*** Opening of ENTRIES SHOWN ***

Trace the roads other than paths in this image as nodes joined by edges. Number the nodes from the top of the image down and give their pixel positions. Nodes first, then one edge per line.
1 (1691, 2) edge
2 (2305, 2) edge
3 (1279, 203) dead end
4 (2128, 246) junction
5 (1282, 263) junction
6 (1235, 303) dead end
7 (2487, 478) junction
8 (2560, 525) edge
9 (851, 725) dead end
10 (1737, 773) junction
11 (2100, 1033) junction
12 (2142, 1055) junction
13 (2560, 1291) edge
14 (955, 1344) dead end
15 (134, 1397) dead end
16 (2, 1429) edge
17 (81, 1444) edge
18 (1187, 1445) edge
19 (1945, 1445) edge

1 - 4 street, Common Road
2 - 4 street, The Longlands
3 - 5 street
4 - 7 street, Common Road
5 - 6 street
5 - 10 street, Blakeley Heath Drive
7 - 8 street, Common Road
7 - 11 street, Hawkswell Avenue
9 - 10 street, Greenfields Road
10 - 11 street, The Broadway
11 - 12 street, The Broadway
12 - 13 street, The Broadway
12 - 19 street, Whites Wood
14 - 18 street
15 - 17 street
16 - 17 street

*** Close of ENTRIES SHOWN ***

WHAT YOU HAVE TO DO
Reproduce the data above in full, with no line missing.

ANSWER TO THIS PROBLEM
Trace the roads other than paths in this image as nodes joined by edges. Number the nodes from the top of the image down and give their pixel positions. Nodes first, then one edge per line.
1 (1691, 2) edge
2 (2305, 2) edge
3 (1279, 203) dead end
4 (2128, 246) junction
5 (1282, 263) junction
6 (1235, 303) dead end
7 (2487, 478) junction
8 (2560, 525) edge
9 (851, 725) dead end
10 (1737, 773) junction
11 (2100, 1033) junction
12 (2142, 1055) junction
13 (2560, 1291) edge
14 (955, 1344) dead end
15 (134, 1397) dead end
16 (2, 1429) edge
17 (81, 1444) edge
18 (1187, 1445) edge
19 (1945, 1445) edge

1 - 4 street, Common Road
2 - 4 street, The Longlands
3 - 5 street
4 - 7 street, Common Road
5 - 6 street
5 - 10 street, Blakeley Heath Drive
7 - 8 street, Common Road
7 - 11 street, Hawkswell Avenue
9 - 10 street, Greenfields Road
10 - 11 street, The Broadway
11 - 12 street, The Broadway
12 - 13 street, The Broadway
12 - 19 street, Whites Wood
14 - 18 street
15 - 17 street
16 - 17 street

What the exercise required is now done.